Recorded data
════════════════════
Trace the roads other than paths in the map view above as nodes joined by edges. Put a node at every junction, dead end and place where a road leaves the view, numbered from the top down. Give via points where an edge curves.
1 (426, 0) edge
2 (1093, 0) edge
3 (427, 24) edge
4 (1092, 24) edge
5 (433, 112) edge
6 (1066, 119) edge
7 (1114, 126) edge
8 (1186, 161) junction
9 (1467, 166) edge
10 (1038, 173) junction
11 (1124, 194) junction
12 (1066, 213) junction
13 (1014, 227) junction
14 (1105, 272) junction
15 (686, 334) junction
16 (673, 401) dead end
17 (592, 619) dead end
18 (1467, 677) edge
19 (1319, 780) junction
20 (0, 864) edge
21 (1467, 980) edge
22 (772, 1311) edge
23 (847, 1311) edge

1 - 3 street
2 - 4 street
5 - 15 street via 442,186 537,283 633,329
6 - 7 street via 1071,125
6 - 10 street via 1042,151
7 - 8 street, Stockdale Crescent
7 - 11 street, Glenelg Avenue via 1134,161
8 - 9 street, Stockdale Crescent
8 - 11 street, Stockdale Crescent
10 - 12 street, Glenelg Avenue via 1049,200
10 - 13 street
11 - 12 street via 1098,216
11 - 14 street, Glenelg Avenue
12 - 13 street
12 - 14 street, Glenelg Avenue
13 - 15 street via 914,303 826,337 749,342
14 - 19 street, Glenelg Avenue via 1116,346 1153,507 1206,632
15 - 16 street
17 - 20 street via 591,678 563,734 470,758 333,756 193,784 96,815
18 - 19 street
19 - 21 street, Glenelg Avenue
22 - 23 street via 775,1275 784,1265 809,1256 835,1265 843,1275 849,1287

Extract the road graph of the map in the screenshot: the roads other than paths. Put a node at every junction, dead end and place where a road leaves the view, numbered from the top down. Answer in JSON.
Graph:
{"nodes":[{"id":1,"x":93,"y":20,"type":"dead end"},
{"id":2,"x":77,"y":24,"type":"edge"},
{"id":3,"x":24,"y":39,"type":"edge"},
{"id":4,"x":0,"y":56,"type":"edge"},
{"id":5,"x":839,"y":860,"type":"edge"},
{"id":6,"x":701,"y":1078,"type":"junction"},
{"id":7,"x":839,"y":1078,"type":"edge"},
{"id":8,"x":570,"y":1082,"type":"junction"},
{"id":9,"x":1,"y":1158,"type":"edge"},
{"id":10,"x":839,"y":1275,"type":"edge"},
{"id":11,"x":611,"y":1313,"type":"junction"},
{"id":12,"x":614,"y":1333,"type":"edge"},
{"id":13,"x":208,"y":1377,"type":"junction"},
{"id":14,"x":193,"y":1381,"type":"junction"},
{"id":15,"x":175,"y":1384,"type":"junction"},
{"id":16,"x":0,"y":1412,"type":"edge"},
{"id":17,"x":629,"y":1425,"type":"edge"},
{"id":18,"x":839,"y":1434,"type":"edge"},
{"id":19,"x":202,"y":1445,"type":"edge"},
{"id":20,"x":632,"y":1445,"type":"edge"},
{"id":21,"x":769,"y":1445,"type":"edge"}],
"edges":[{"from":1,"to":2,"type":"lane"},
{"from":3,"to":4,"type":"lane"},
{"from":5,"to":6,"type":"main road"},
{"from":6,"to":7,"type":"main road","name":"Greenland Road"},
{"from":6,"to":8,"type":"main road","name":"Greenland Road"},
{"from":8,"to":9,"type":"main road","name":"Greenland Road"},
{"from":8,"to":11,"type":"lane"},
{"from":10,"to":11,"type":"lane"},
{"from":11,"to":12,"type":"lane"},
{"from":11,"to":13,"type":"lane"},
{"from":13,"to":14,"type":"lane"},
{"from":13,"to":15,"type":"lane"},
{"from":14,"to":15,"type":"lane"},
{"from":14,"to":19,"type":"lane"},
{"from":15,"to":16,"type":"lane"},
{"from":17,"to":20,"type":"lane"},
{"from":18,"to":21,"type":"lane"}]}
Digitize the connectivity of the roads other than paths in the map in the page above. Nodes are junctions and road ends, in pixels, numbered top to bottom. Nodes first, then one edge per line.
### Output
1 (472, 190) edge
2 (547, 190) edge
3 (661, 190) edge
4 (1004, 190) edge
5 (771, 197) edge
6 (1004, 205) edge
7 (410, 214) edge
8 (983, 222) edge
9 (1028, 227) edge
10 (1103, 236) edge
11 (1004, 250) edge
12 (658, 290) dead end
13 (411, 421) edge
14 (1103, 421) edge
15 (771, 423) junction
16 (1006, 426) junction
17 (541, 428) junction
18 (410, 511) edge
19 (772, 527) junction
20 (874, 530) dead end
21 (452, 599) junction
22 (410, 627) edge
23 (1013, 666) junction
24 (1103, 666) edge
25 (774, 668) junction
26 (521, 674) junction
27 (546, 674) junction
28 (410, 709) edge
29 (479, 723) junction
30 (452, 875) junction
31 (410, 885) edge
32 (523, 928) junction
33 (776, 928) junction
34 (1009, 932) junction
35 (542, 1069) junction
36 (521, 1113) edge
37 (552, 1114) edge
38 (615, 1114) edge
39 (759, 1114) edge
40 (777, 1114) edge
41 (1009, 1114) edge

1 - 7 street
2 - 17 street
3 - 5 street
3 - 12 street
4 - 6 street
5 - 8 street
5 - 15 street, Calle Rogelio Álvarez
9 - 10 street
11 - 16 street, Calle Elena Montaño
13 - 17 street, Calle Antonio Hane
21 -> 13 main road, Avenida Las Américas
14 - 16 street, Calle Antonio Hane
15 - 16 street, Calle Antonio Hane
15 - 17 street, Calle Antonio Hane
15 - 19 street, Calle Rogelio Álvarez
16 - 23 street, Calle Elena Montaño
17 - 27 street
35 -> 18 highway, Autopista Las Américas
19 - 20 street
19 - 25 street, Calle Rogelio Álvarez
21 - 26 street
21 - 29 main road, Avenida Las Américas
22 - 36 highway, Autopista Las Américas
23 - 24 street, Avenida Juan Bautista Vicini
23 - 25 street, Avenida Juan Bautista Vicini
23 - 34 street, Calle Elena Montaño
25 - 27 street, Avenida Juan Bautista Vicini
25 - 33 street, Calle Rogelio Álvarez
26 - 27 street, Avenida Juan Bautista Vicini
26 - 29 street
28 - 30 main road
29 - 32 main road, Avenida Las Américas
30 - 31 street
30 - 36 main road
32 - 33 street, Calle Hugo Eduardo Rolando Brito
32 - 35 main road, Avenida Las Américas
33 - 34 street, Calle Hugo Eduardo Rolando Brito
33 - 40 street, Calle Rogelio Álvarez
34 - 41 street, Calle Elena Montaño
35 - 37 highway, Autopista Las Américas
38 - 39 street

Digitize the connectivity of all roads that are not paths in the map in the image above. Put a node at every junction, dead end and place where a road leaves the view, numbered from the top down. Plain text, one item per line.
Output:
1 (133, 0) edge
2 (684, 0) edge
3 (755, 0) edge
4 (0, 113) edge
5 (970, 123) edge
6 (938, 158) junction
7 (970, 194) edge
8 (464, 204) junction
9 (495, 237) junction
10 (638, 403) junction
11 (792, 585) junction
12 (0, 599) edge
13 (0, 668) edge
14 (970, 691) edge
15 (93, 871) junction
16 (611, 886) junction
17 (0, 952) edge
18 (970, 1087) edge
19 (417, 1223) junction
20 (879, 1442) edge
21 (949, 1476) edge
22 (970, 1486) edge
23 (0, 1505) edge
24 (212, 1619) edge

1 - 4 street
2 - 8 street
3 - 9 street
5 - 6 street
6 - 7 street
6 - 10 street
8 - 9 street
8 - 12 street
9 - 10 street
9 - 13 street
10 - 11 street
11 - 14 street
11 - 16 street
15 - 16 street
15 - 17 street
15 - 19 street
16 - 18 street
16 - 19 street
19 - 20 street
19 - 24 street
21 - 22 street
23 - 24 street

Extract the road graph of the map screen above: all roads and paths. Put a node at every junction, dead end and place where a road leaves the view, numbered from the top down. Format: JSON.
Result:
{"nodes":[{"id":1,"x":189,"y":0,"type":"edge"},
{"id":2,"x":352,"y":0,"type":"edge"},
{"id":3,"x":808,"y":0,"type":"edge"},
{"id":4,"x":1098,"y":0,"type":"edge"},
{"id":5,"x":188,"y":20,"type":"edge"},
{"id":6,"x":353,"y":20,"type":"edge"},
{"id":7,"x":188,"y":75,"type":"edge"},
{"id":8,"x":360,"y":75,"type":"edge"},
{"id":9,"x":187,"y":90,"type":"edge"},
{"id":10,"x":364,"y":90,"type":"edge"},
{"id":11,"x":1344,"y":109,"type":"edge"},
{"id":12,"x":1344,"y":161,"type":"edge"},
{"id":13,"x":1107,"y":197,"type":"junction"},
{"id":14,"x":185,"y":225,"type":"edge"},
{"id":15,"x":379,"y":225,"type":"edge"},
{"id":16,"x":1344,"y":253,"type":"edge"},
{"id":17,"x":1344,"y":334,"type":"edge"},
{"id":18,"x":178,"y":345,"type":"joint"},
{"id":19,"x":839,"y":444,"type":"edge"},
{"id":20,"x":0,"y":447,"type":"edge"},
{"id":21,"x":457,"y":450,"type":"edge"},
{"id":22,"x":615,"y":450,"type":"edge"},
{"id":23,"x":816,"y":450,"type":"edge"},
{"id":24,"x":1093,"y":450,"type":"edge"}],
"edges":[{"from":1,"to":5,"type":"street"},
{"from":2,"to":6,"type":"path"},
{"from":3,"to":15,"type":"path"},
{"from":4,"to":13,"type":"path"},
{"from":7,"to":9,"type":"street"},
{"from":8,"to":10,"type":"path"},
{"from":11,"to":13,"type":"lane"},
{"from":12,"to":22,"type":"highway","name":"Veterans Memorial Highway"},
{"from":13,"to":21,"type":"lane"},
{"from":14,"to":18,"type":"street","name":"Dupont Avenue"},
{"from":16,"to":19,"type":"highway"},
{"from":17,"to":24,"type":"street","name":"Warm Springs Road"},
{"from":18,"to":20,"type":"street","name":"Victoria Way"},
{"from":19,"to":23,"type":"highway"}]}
════════════════════
▸ THE TASK
What is the number of lines in the entries that include the string "Autopista"? Reply with that number alone.

▸ WRITTEN ANSWER
3